Word Play: “Ryan Reads”

  • chart paper
  • highlighter marker
  • index cards
  • pictures of words with "Rr"

MA Standards:

Foundational Skills/RF.PK.MA.2.c: Identify the initial sound of a spoken word and, with guidance and support, generate several other words that have the same initial sound.

Head Start Outcomes:

Language Development/Receptive Language: Attends to language during conversations, songs, stories, or other learning experiences.
Literacy Knowledge/Phonological Awareness: Identifies and discriminates between sounds and phonemes in language, such as attention to beginning and ending sounds of words and recognition that different words begin or end with the same sound.

PreK Learning Guidelines:

English Language Arts/Reading and Literature 8: Listen to, identify, and manipulate language sounds to develop auditory discrimination and phonemic awareness.

Word Play: “Ryan Reads”

© Commonwealth of Massachusetts, Department of Early Education and Care (Jennifer Waddell photographer). All rights reserved.

ELA Focus Skills: Letter Recognition, Phonological Awareness, Speaking and Listening, Vocabulary

Educator’s Prep: Copy the “Ryan Reads” poem onto chart paper. Prepare word cards that name things in the poem and include the letter "Rr." Write the word on an index card and draw or tape a picture of the object on the card.

Tell children you are going to introduce them to a new poem to help them recognize the letter "Rr."

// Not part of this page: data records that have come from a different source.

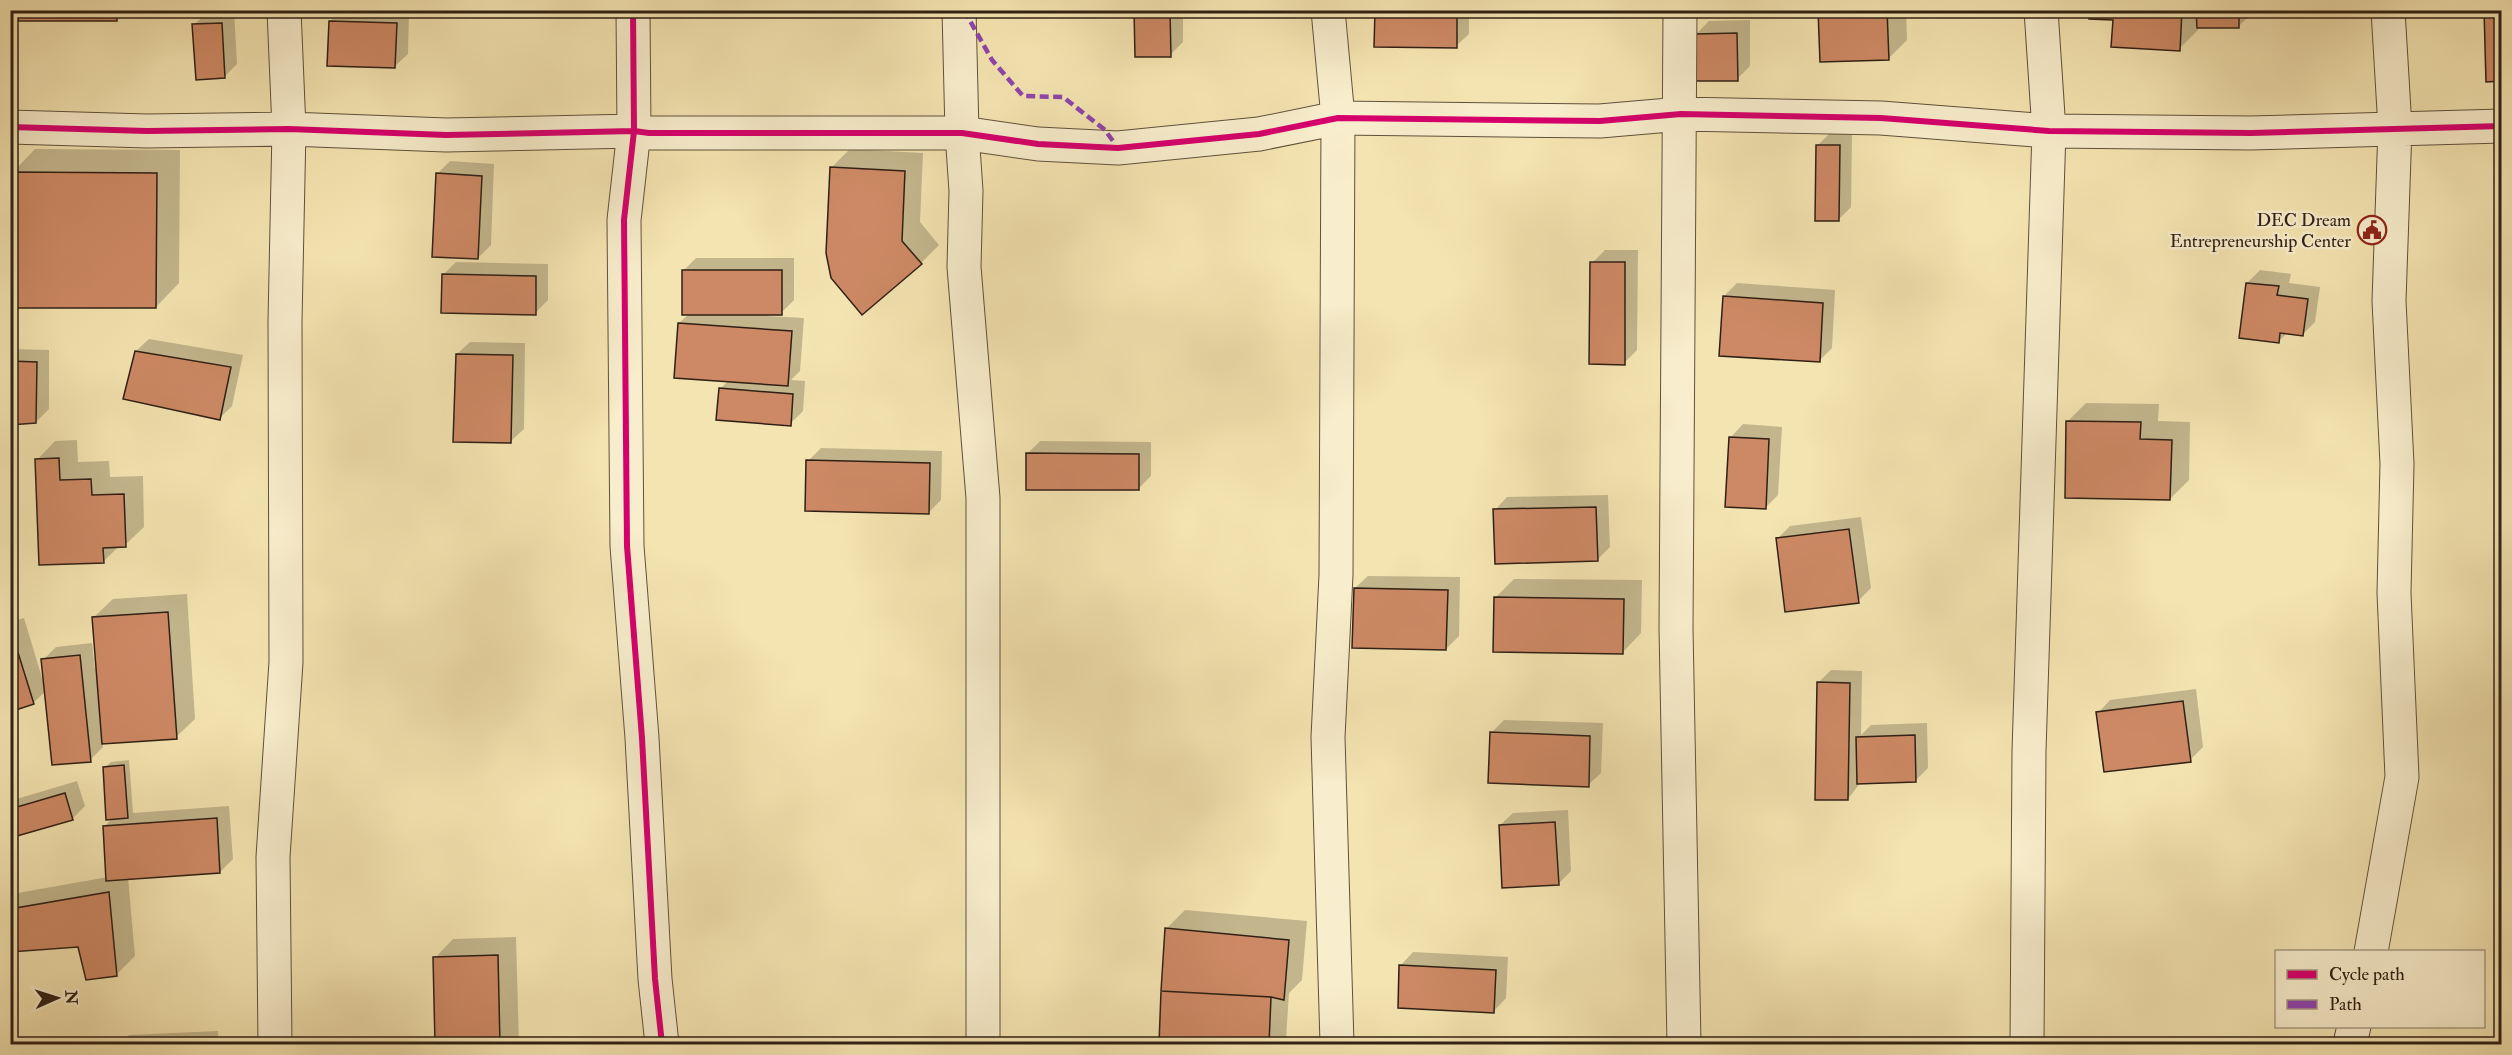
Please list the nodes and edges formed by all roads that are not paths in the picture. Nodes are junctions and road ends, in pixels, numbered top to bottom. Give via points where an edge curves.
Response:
1 (284, 10) edge
2 (633, 10) edge
3 (959, 10) edge
4 (1328, 10) edge
5 (1680, 10) edge
6 (2041, 10) edge
7 (2388, 10) edge
8 (1681, 114) junction
9 (1338, 118) junction
10 (2502, 126) edge
11 (10, 127) edge
12 (2395, 128) junction
13 (289, 129) junction
14 (634, 131) junction
15 (2049, 131) junction
16 (962, 133) junction
17 (2371, 950) edge
18 (2354, 1028) edge
19 (275, 1044) edge
20 (662, 1044) edge
21 (983, 1044) edge
22 (1337, 1044) edge
23 (1684, 1044) edge
24 (2026, 1044) edge
25 (2350, 1044) edge

1 - 13 street
2 - 14 street
3 - 16 street
4 - 9 street
5 - 8 street
6 - 15 street
7 - 12 street
8 - 9 street via 1589,121
8 - 15 street via 1881,118
8 - 23 street via 1676,628
9 - 16 street via 1259,134 1118,148 1038,144
9 - 22 street via 1336,575 1328,737
10 - 12 street
11 - 13 street via 147,131
12 - 15 street via 2251,133
12 - 17 street via 2389,301 2397,464 2394,593 2402,777
13 - 14 street via 446,135
13 - 19 street via 286,662 273,857
14 - 16 street
14 - 20 street via 624,220 627,546
15 - 24 street via 2029,751
16 - 21 street via 966,191 964,267 983,498
18 - 25 street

Give each child a word card picture card and have them read the word on the card. Encourage them to use the picture to help them "read" the word. Encourage them to point to the "Rr" in the word after they read the word.

Then draw children’s attention to the “Ryan Reads” poem chart. Say, Many of the words in this poem are the "Rr" words on your word cards. When I read your word, hold your card up high. Read the poem slowly once as you track the words with your finger. 

Read the poem a second time and pause after each line and say, Who has the word "rabbit" on their card? Have the child holding that word(s) come up and highlight the "Rr" in the word on the chart.  

  • Repeat until all "Rr" are highlighted in the poem. Depending on the size of your group, you may need to do two or three rounds. Pass out cards to each verse one at a time. 

Ryan Reads
Ryan reads about rabbits.
Raisins, radishes, and rings.
Refrigerators and rainbows,
Roosters, and rockets and things.

Ryan reads about rhinos,
Ribbons, raspberries, and rain.
Reindeer, raccoons, and robots,
Then reads about rabbits again!

Ryan really likes to read,
It’s his favorite thing to do,
And Robbie and Ronda, his rabbits,
Like it when Ryan reads, too!

Adaptation: For groups with children of varying ages, have older children make Ryan Reads books, choosing an "Rr" word to draw on each page from those mentioned in the rhyme.

Adaptation: To help younger children, in addition to reading the words of the poem, display word cards with objects  of "Rr" words in the poem.

Educator Tip: You may want to take this opportunity to have children listen to the /r/ sound that the letter "R" makes as you read each word in the poem.

Educator Tip: Guided and independent letter, sound, and word practice continues to take place in center activities. It is helpful to set up the literacy center immediately after the direct instruction and repeat instruction before children work in the literacy center identifying letters.